George Bellows: "Love of Winter" - 1914,
One of my favorite works at the Art Institute of Chicago is the George Bellows painting, “Love of Winter.” Winter may be the least comfortable season to be outdoors, but it’s a visually appealing season to paint or photograph.
In winter, snow is the white canvas against which the visual world is displayed. The snow produces an aesthetic transformation. It acts like a wrapper on the objects of the physical world, which, removed of color and texture, are distilled. They are reduced to their essence, as their shape and scale—normally overwhelmed by color and texture—become their primary characteristics.
All that white emphasizes line. Immediately after a snowfall, trees, which may have looked merely barren and lifeless without their leaves, suddenly seem exquisitely sketched, as though they have been traced and brushed with snow by a master painter. Then, when the snow on the tree branches melts, the snow that remains on the ground provides the contrast against which the forms of the trees are set off, as seen in the trees in the Bellows’ painting. When color is introduced—by the brightly colored clothing people wear, as is depicted in the painting, or by something like a brilliant cardinal perched on a snowy fence—it is luminous.
Winter is clearly the best season to be inside looking out. The more austere the outdoor weather grows, the cozier one’s indoor crib becomes. I like to look out through the multi-paned French doors in my study, especially after the glass has been etched by sub-zero temperatures with half moon frost patterns on each pane. Whether the world outside is a mass of low contrasts—grays and whites—as it is during a snow storm, or a sparkling clear rasher of intense blues and whites—as it is on a bright sunny day, the framing of the scene by these frosted window cells makes it feel visually more abstracted. The panes of the window deconstruct the visual notes of the scenery as the Impressionists did with their brushstrokes and pointillism.

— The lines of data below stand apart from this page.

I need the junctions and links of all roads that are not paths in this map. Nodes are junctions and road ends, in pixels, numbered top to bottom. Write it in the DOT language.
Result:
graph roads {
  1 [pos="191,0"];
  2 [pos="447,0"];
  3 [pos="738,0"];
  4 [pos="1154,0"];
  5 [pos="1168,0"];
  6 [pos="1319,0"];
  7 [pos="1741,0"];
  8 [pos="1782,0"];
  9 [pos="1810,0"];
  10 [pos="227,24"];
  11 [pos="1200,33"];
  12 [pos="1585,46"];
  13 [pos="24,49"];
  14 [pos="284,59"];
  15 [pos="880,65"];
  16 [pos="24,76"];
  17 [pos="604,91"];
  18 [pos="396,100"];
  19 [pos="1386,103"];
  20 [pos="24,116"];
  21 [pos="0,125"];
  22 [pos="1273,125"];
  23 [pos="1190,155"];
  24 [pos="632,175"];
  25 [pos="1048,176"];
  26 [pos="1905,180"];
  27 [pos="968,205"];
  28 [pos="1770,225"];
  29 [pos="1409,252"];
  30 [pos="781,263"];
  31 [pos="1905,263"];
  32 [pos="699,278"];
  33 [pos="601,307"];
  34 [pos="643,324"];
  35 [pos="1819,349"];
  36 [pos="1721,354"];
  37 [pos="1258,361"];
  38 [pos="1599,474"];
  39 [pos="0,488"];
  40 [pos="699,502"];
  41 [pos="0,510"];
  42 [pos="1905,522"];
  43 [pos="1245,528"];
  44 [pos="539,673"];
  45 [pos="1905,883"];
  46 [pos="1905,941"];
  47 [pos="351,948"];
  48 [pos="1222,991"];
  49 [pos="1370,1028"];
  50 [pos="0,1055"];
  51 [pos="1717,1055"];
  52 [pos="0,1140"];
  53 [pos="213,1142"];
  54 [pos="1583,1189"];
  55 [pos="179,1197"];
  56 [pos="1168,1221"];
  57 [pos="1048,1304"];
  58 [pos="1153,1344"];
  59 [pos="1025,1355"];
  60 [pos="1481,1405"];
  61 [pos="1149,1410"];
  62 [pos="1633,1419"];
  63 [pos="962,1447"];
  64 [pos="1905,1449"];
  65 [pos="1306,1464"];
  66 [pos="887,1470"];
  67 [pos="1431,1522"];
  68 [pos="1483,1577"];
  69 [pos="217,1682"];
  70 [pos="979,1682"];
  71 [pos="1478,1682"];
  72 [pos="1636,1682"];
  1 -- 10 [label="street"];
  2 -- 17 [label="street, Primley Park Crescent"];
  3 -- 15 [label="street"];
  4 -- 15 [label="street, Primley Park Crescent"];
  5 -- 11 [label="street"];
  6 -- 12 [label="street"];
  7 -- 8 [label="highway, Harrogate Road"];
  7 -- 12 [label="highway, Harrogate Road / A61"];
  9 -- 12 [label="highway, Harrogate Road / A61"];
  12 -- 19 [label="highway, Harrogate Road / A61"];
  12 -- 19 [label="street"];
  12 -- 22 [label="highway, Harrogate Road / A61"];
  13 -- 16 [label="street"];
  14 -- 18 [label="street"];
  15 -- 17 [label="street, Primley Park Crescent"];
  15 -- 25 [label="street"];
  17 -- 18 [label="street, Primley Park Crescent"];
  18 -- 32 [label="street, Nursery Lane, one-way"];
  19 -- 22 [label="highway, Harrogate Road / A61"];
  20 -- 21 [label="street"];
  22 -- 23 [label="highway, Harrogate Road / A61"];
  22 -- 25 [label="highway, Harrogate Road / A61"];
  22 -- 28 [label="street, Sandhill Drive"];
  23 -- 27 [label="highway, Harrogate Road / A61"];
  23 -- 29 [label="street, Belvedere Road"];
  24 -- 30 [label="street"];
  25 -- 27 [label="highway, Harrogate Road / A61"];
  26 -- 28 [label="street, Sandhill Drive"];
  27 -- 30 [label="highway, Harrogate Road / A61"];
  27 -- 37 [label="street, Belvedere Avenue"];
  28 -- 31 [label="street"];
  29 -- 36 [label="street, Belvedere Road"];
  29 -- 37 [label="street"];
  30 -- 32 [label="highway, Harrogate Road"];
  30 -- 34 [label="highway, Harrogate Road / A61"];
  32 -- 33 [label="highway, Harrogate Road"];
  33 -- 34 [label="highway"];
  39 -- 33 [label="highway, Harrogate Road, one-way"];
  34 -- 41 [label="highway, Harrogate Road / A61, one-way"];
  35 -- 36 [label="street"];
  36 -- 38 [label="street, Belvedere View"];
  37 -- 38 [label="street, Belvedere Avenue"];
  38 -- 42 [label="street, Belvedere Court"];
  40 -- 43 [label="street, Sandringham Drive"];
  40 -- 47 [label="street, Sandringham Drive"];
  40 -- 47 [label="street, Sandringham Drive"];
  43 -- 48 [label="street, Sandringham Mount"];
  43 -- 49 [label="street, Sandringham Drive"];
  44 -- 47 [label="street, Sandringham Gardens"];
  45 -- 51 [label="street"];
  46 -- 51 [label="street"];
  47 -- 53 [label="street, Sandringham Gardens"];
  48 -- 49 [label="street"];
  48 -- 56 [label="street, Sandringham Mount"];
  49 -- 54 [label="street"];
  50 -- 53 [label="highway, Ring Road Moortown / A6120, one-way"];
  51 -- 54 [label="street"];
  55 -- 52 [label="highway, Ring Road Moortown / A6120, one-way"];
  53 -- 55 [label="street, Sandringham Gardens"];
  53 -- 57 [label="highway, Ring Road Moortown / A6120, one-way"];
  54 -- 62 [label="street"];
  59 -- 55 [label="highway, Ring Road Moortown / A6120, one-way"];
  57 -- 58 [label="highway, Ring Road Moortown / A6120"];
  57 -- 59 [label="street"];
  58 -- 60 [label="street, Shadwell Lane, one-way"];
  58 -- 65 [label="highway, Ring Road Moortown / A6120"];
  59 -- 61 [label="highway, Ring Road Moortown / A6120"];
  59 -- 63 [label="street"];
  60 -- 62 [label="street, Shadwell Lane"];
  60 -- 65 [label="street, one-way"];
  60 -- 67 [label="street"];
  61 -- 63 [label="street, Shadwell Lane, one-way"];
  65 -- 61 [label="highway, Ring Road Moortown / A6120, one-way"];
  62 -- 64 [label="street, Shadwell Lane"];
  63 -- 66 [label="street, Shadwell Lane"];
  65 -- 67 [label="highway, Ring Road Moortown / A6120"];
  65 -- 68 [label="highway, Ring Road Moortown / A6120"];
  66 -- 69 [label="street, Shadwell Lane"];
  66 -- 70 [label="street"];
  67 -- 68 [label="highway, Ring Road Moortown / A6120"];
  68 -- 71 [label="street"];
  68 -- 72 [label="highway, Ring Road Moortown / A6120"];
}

There are words missing from human language—missing, at least, in English. One of those is a word that would better describe looking deeply or intensely with a highly refined aesthetic expertise. The word I want would be like epicure is to eating, or sensualist is to feeling, or like connoisseur or aesthete is to the arts. This word would describe the way that artists see the visual world. I think this is one of the great benefits of looking at art. It helps us see the world differently.
Winter, I think, is a good time to cultivate a more highly developed visual discernment. One can do this by looking at paintings and photos, but also by looking, directly or through the windowpanes, at the underlying formality that comprises physical reality. Form and figure are easier to see at a time when the distractions of color and texture are diminished.